Below are records to transcribe exactly, without their pictures.

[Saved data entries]
[Start of Attachment]
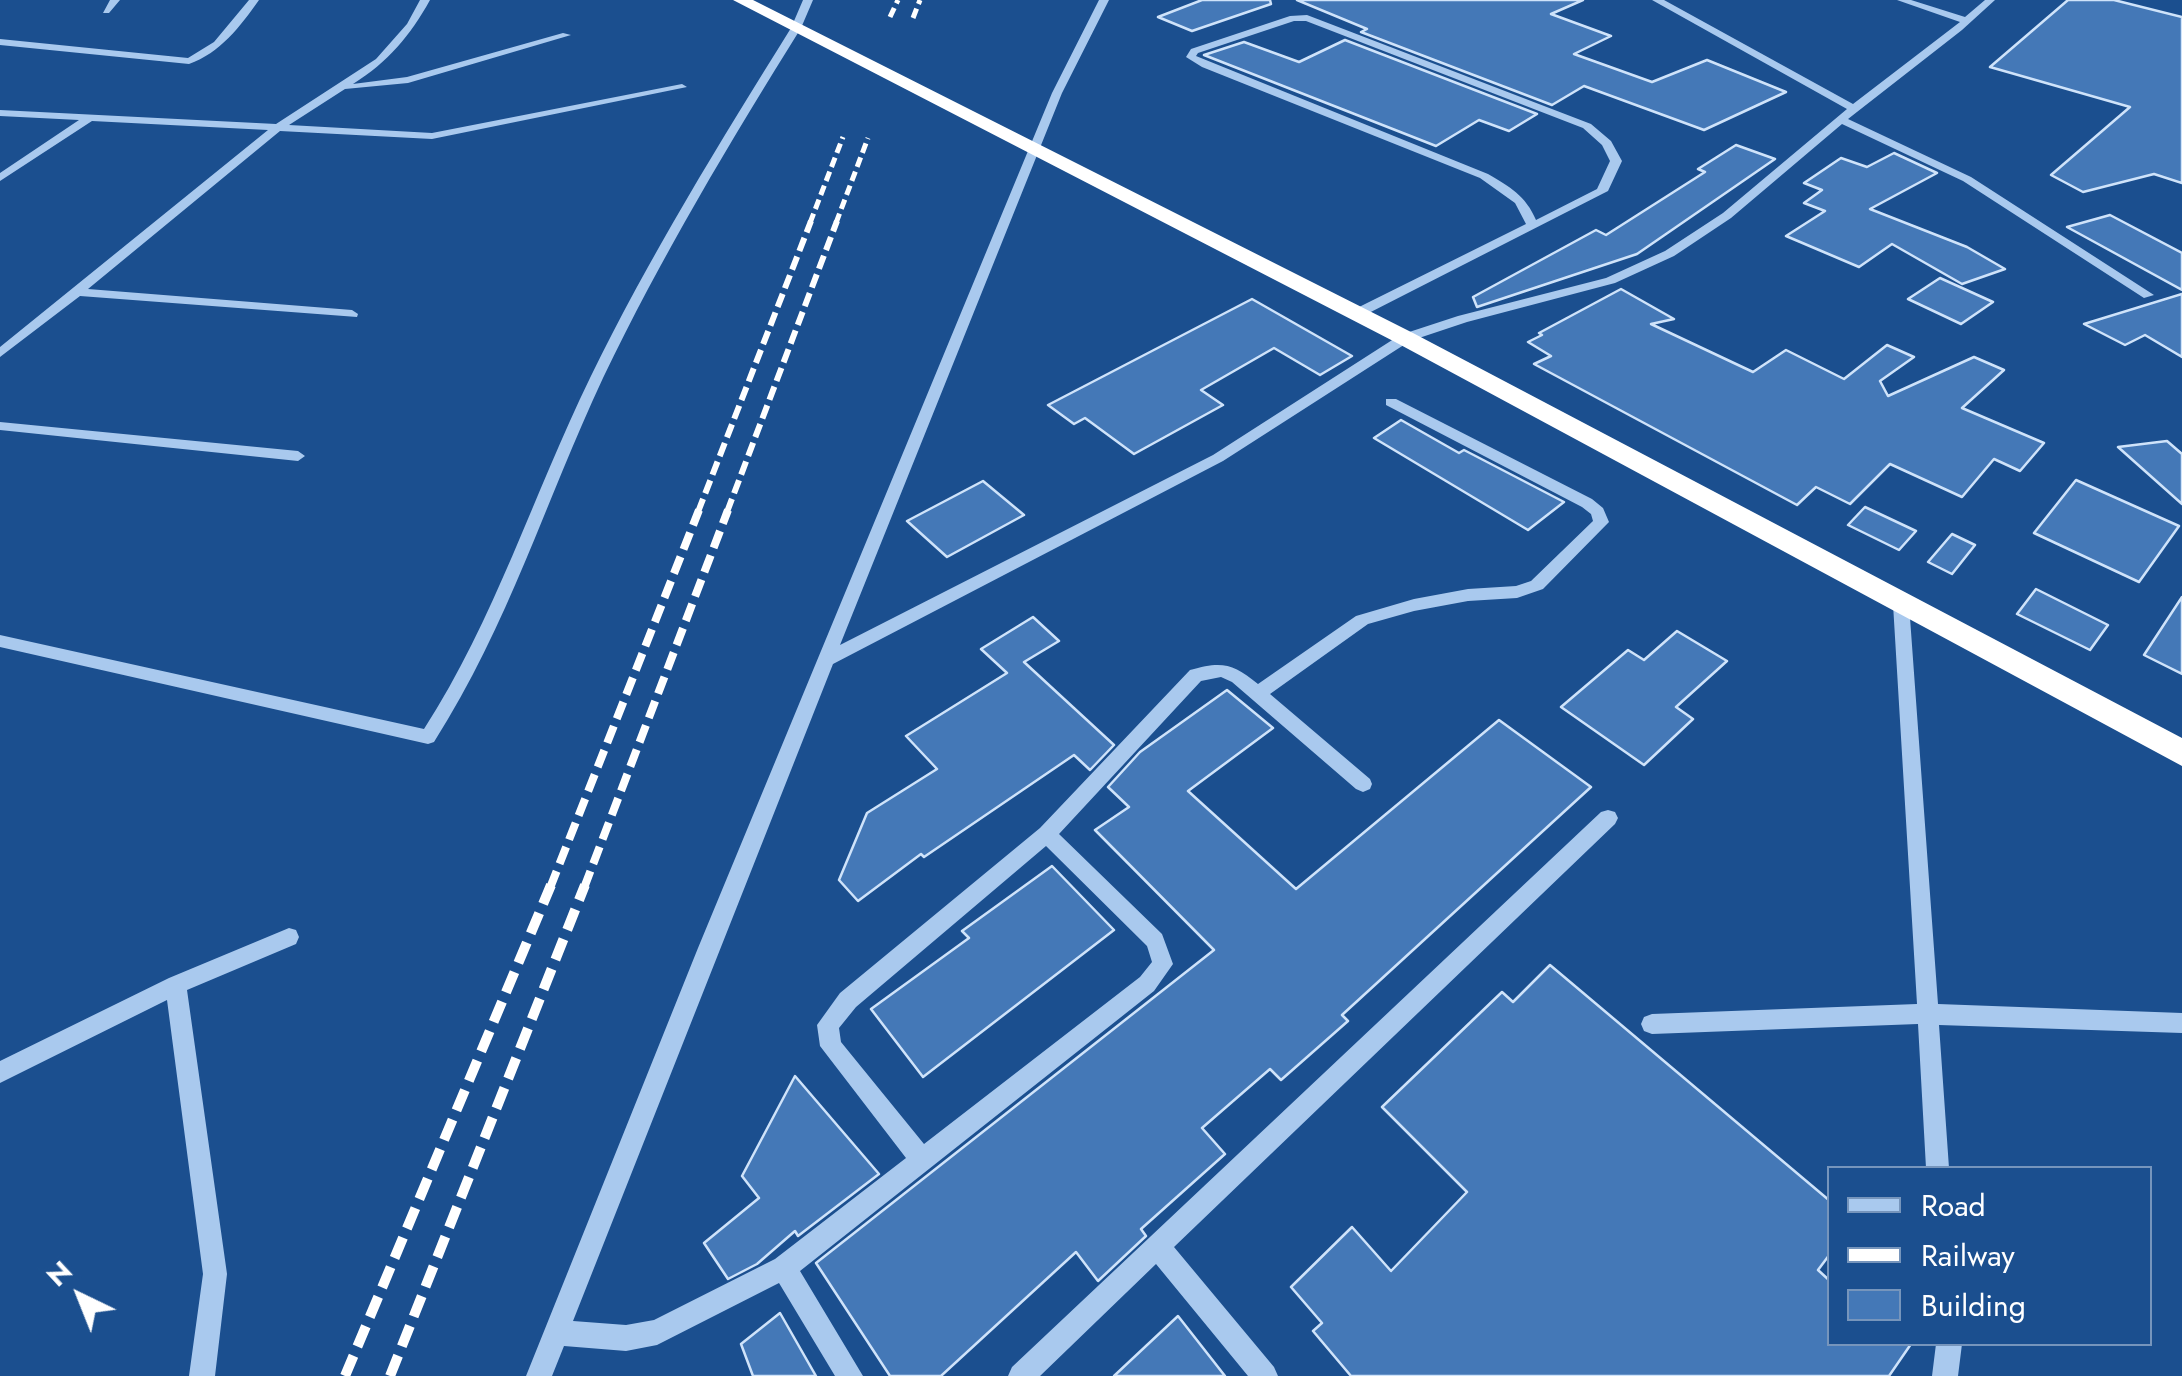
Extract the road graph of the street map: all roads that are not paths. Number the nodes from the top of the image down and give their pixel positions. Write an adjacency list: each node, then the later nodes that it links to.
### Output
1 (115, 0): 10 (street)
2 (254, 0): 14 (street)
3 (425, 0): 16 (street)
4 (741, 0): 12 (highway)
5 (808, 0): 12 (street)
6 (1104, 0): 22 (street)
7 (1657, 0): 17 (street)
8 (1902, 0): 11 (street)
9 (1990, 0): 11 (street)
10 (106, 11)
11 (1967, 21): 17 (street)
12 (796, 28): 22 (highway); 35 (street)
13 (566, 36): 16 (street)
14 (0, 42)
15 (682, 86): 21 (street)
16 (339, 89): 21 (street)
17 (1854, 109): 20 (street)
18 (0, 113): 19 (street)
19 (88, 119): 21 (street); 23 (street)
20 (1843, 121): 26 (street); 29 (street)
21 (280, 126): 25 (street)
22 (1036, 150): 28 (highway); 36 (street)
23 (0, 178)
24 (1531, 223): 24 (street); 28 (street)
25 (80, 292): 27 (street); 30 (street)
26 (2148, 294)
27 (352, 314)
28 (1356, 314): 29 (highway)
29 (1405, 338): 34 (highway); 36 (street)
30 (0, 353)
31 (1391, 402): 37 (street)
32 (0, 426): 33 (street)
33 (298, 456)
34 (1901, 604): 38 (highway); 44 (street)
35 (0, 642)
36 (827, 659): 52 (street)
37 (1258, 694): 39 (street); 41 (street)
38 (2182, 753)
39 (1364, 784)
40 (1608, 818): 50 (street)
41 (1047, 834): 48 (street); 48 (street)
42 (289, 937): 43 (street)
43 (176, 985): 47 (street); 54 (street)
44 (1926, 1014): 45 (street); 46 (street); 49 (street)
45 (2182, 1023)
46 (1652, 1024)
47 (0, 1072)
48 (920, 1159): 51 (street)
49 (1938, 1166)
50 (1157, 1246): 57 (street); 58 (street)
51 (784, 1268): 52 (street); 56 (street)
52 (558, 1333): 55 (street)
53 (1949, 1346): 59 (street)
54 (202, 1376)
55 (539, 1376)
56 (850, 1376)
57 (1021, 1376)
58 (1265, 1376)
59 (1945, 1376)

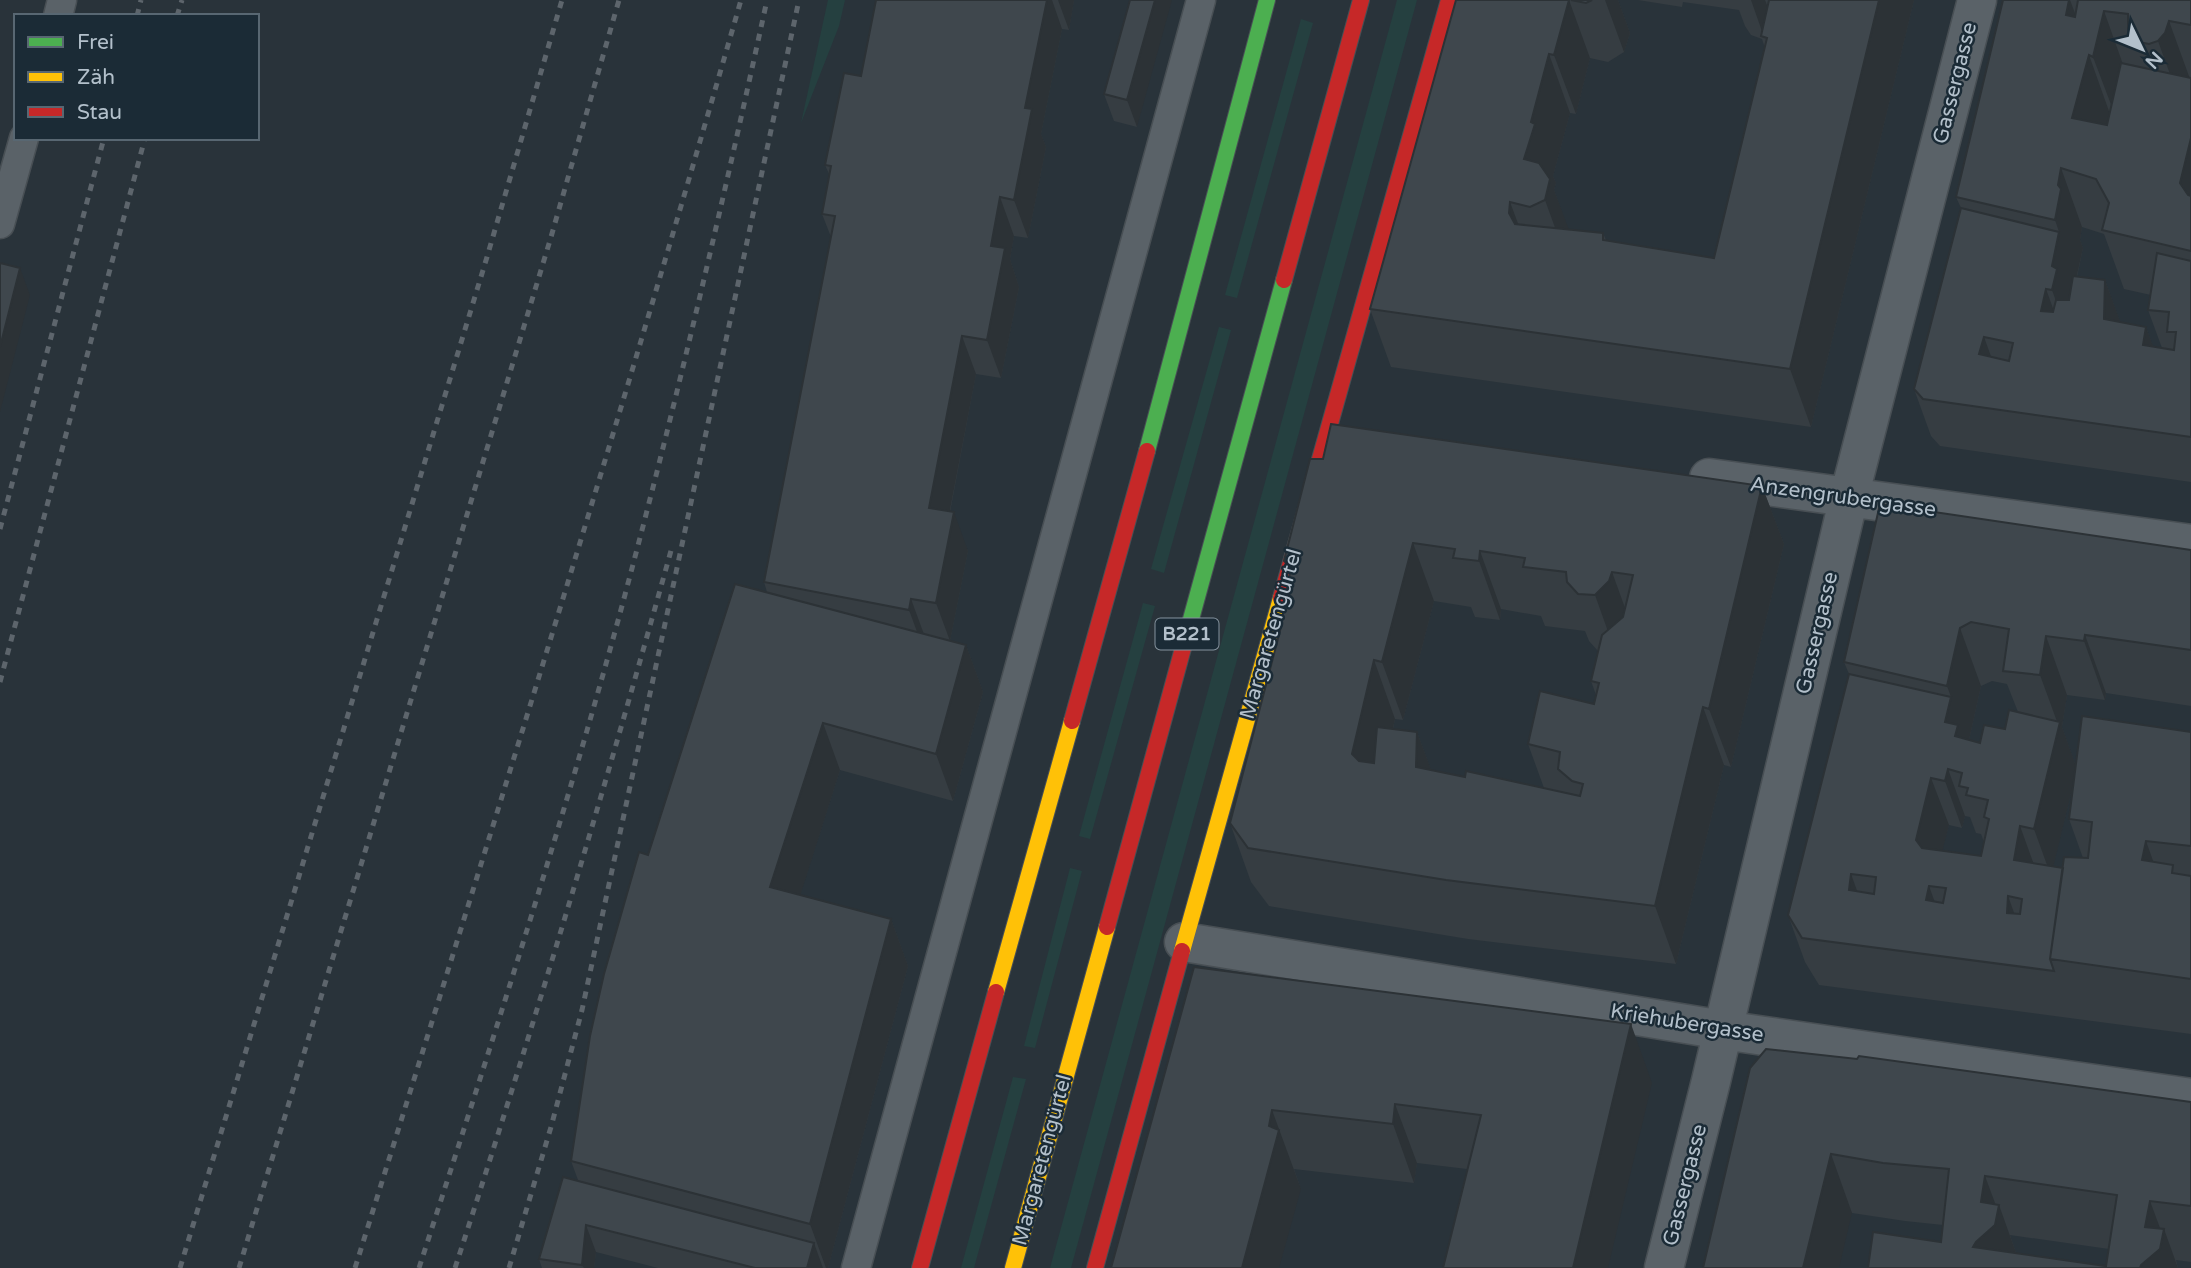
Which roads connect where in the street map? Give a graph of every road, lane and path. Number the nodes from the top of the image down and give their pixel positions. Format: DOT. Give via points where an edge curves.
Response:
[End of Attachment]
◆ Finished task ◆
Extract the road graph of the street map: all roads that are not paths. Number the nodes from the top of the image down and give their pixel positions. Write an adjacency list: each node, then the later nodes that it links to.
### Output
1 (115, 0): 10 (street)
2 (254, 0): 14 (street)
3 (425, 0): 16 (street)
4 (741, 0): 12 (highway)
5 (808, 0): 12 (street)
6 (1104, 0): 22 (street)
7 (1657, 0): 17 (street)
8 (1902, 0): 11 (street)
9 (1990, 0): 11 (street)
10 (106, 11)
11 (1967, 21): 17 (street)
12 (796, 28): 22 (highway); 35 (street)
13 (566, 36): 16 (street)
14 (0, 42)
15 (682, 86): 21 (street)
16 (339, 89): 21 (street)
17 (1854, 109): 20 (street)
18 (0, 113): 19 (street)
19 (88, 119): 21 (street); 23 (street)
20 (1843, 121): 26 (street); 29 (street)
21 (280, 126): 25 (street)
22 (1036, 150): 28 (highway); 36 (street)
23 (0, 178)
24 (1531, 223): 24 (street); 28 (street)
25 (80, 292): 27 (street); 30 (street)
26 (2148, 294)
27 (352, 314)
28 (1356, 314): 29 (highway)
29 (1405, 338): 34 (highway); 36 (street)
30 (0, 353)
31 (1391, 402): 37 (street)
32 (0, 426): 33 (street)
33 (298, 456)
34 (1901, 604): 38 (highway); 44 (street)
35 (0, 642)
36 (827, 659): 52 (street)
37 (1258, 694): 39 (street); 41 (street)
38 (2182, 753)
39 (1364, 784)
40 (1608, 818): 50 (street)
41 (1047, 834): 48 (street); 48 (street)
42 (289, 937): 43 (street)
43 (176, 985): 47 (street); 54 (street)
44 (1926, 1014): 45 (street); 46 (street); 49 (street)
45 (2182, 1023)
46 (1652, 1024)
47 (0, 1072)
48 (920, 1159): 51 (street)
49 (1938, 1166)
50 (1157, 1246): 57 (street); 58 (street)
51 (784, 1268): 52 (street); 56 (street)
52 (558, 1333): 55 (street)
53 (1949, 1346): 59 (street)
54 (202, 1376)
55 (539, 1376)
56 (850, 1376)
57 (1021, 1376)
58 (1265, 1376)
59 (1945, 1376)

Which roads connect where in the street map? Give a graph of every road, lane and path. Number the nodes from the top of the image down and give their pixel positions. Format: DOT. Give via points where an edge curves.
Response:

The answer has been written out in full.